Wendy had been distressed since the previous night when Cleo turned on us; she felt it was unprofessional of her to allow her weapon to be taken in that way, although all of us had assured her that we, too, had been fooled into thinking Cleo had been in real danger. Parker understood the situation, and after a couple of interviews with Cleo, he told Wendy that she had in fact succeeded in keeping me safe, since Cleo had admitted being put off by Wendy's presence and had been unwilling to approach me, despite her fears that I might remember something about her involvement in the crime.

I was hovering near a gold plate covered in generous pieces of my mother's homemade fudge, eating too much of it, as I did each year. I occasionally switched to a different plate and retrieved a piece of cheese for Mick, who had relocated to a spot under my table. His red scarf brushed softly against my arm.

“Lilah, come back to us,” my mother said. She had been beaming widely all evening, a smile that was mostly due to relief and partly due to spiked eggnog. I had learned my lesson about that particular drink and was sticking to hot tea.

“I'm here,” I said. “Eating fudge, just like every Christmas. But we need to change the subject. We should be talking about holiday things. Baby Jesus and the snow outside, and the stockings hung by the chimney with care.”

My mother laughed. “This is the best Christmas ever. I'm so happy that you are all here and safe. All my children, by birth and by marriage and by adoption.”

That last part was for Bets and Wendy, who smiled and lifted their glasses.

When the doorbell rang, everyone stiffened for a moment; my father left the room, and we heard his voice mingling in friendly tones with the voice of Jay Parker. The two men appeared in the doorway. Parker's eyes sought mine, but whatever he might have said was drowned out by Serafina screaming. “My purse! My beautiful bag!”

She leaped from the couch and dove on Parker, who was in fact holding Serafina's lovely Italian leather handbag. “Where did you find it?” she cried.

Parker shrugged. “I just had to check a few Dumpsters near your apartment.”

I stared at him, openmouthed, while Serafina continued to hug him until her husband stood and pulled her away. I said, “You went Dumpster diving on Christmas Eve just to look for Serafina's purse?”

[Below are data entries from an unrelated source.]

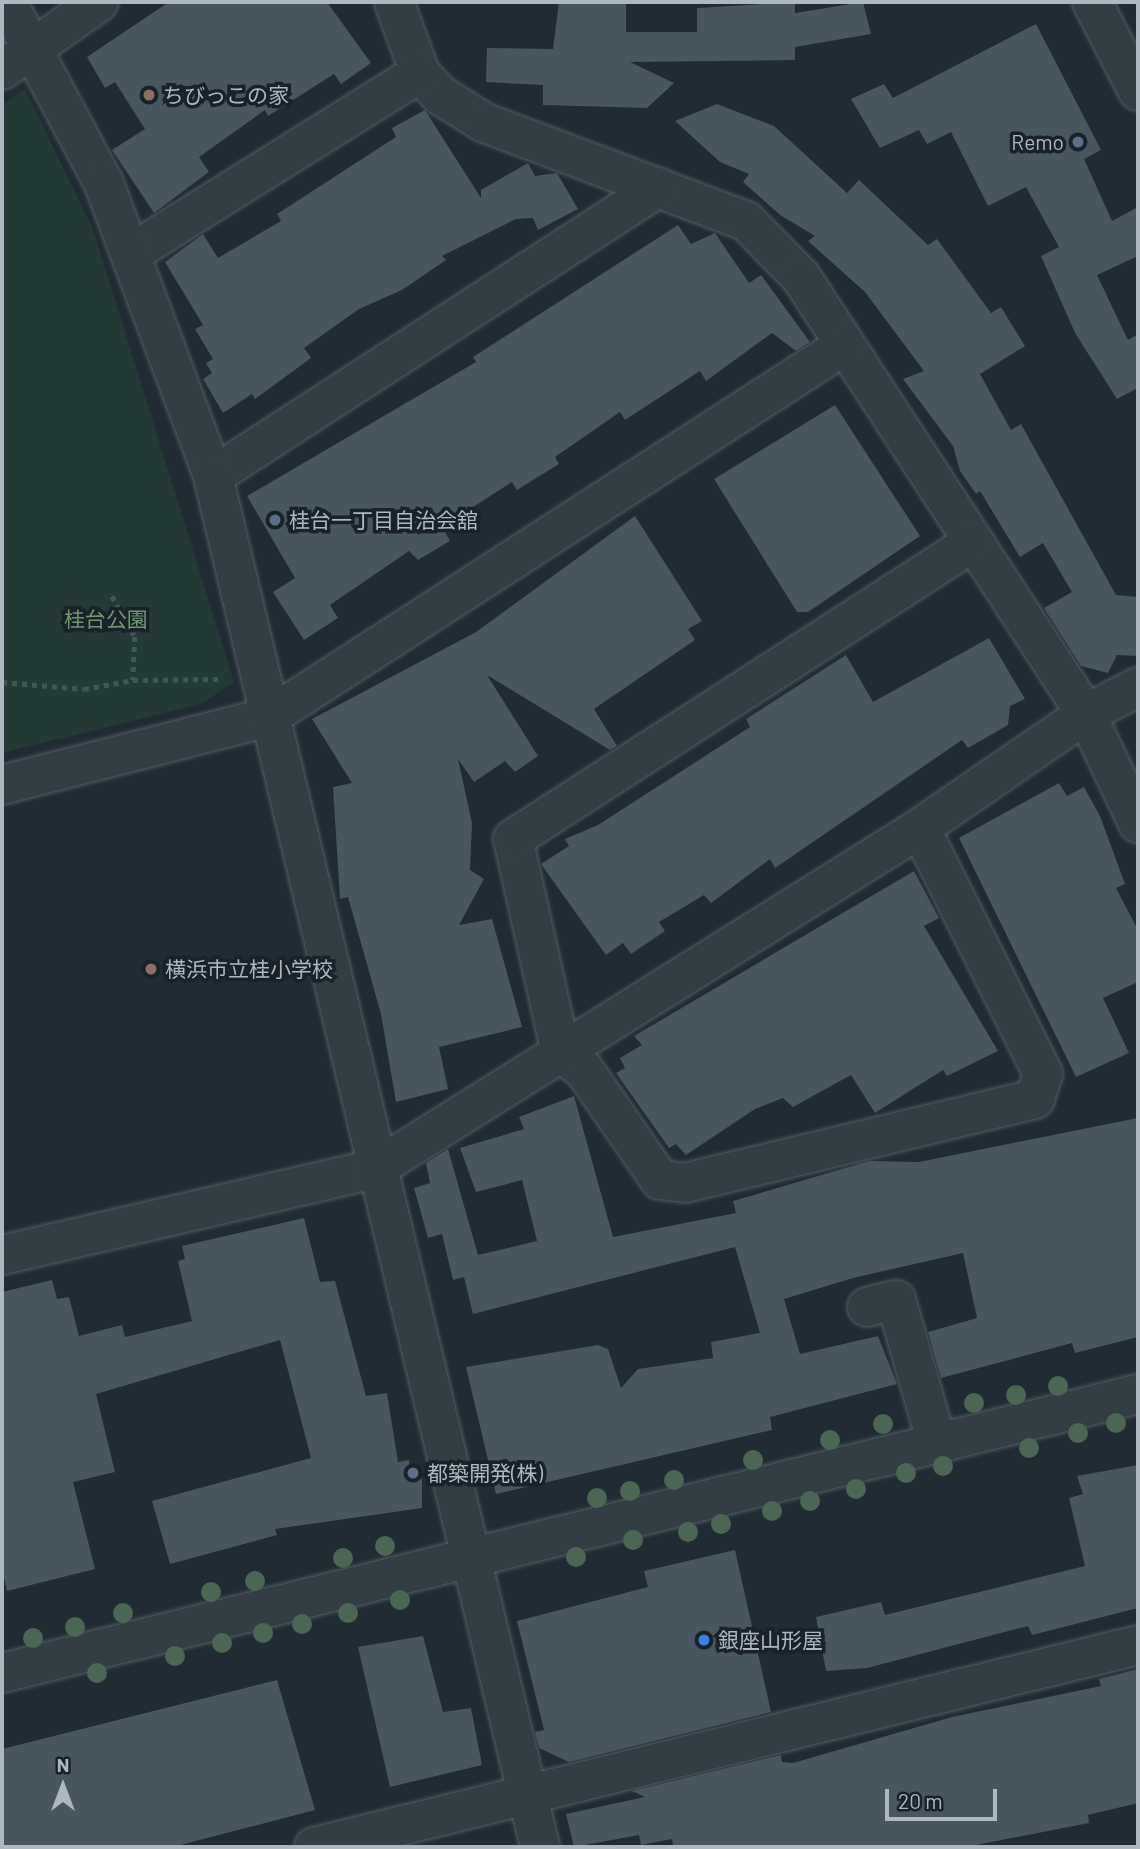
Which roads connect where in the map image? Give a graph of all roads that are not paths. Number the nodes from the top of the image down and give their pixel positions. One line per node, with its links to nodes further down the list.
1 (7, 2): 5 (street)
2 (99, 2): 5 (street)
3 (394, 2): 6 (street)
4 (1092, 2): 7 (street)
5 (17, 60): 9 (street)
6 (420, 73): 8 (street); 9 (street)
7 (1138, 91)
8 (659, 187): 10 (street); 11 (street)
9 (133, 252): 11 (street)
10 (845, 345): 12 (street); 15 (street)
11 (213, 476): 15 (street)
12 (972, 543): 14 (street); 19 (street)
13 (1138, 687): 14 (street)
14 (1086, 714): 17 (street); 18 (street)
15 (269, 718): 16 (street); 20 (street)
16 (2, 785)
17 (1138, 823)
18 (920, 828): 19 (street); 19 (street)
19 (561, 1053): 20 (street)
20 (375, 1170): 21 (street); 25 (street)
21 (2, 1255)
22 (895, 1300): 24 (street)
23 (1138, 1394): 24 (street)
24 (937, 1444): 25 (street)
25 (472, 1559): 27 (street); 28 (street)
26 (1138, 1645): 28 (street)
27 (2, 1673)
28 (528, 1794): 29 (street); 30 (street)
29 (313, 1847)
30 (540, 1847)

Serafina was on the couch now, examining the inside of her bag. “It is all here—everything—just the money is gone. Money is the least important thing, yes?” Now she transferred her joy to Cam in the form of hugs and kisses, and he accepted them with a smug expression.

He did manage to say, “Thanks, Jay. That was really cool of you. I should have thought to look there.”

It was the first time Cam had ever called Parker by his first name, and Parker's face brightened with surprise. Then my family closed around him, patting his back and asking him questions and (in the case of my mother) plying him with food. I went into the kitchen and retrieved Mick's leash and my coat. Parker was still wearing his, but he wouldn't be for long if he planned to stay.

I went back into the living room and waved to him. “I was just about to walk Mick. Do you want to go with me?”

Six people around Parker now suddenly found reasons to walk away from him, talking among themselves. “I would like to, yes,” Parker said.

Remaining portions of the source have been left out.